▸ **WHAT YOU NEED TO DO**
Among the entries that follow, how many lines contain the string "hand"? Write the number alone.

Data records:

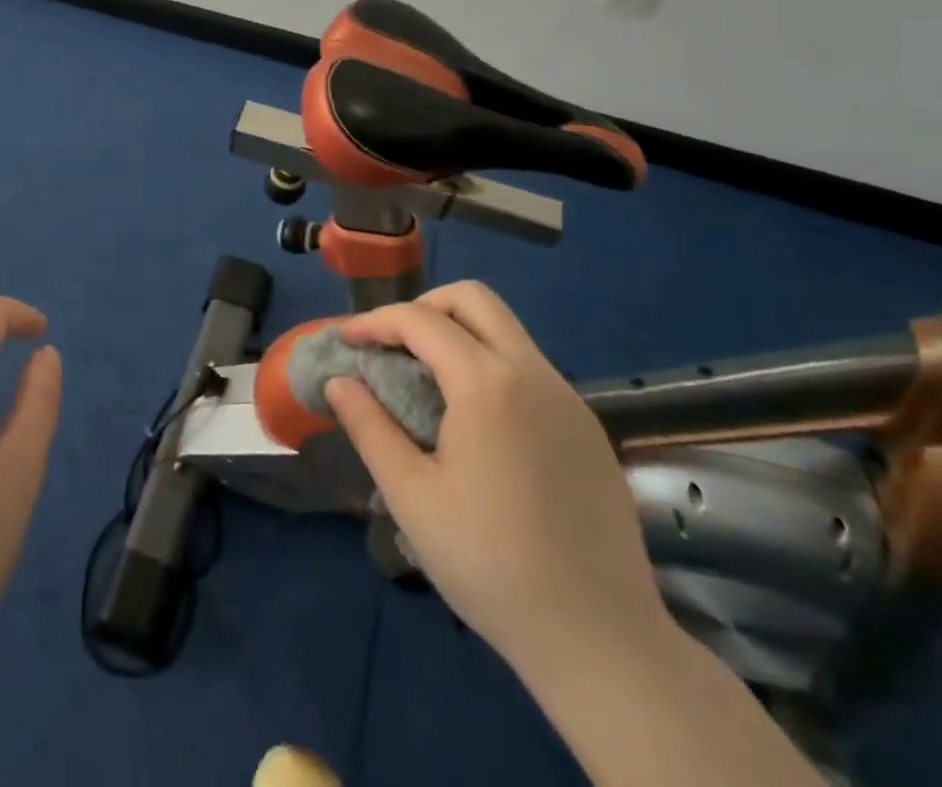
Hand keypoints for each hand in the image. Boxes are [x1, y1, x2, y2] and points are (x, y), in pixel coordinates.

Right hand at [326, 283, 668, 671]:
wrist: (603, 642)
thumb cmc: (492, 566)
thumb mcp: (411, 497)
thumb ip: (370, 427)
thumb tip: (339, 382)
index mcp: (488, 385)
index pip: (421, 320)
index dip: (375, 322)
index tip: (344, 341)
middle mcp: (533, 374)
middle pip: (473, 300)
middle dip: (423, 308)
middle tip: (391, 346)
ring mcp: (568, 399)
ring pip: (506, 331)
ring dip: (458, 335)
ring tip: (425, 382)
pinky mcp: (587, 428)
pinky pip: (529, 369)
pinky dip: (490, 367)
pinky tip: (475, 423)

▸ **ANSWER TO THE EXERCISE**
2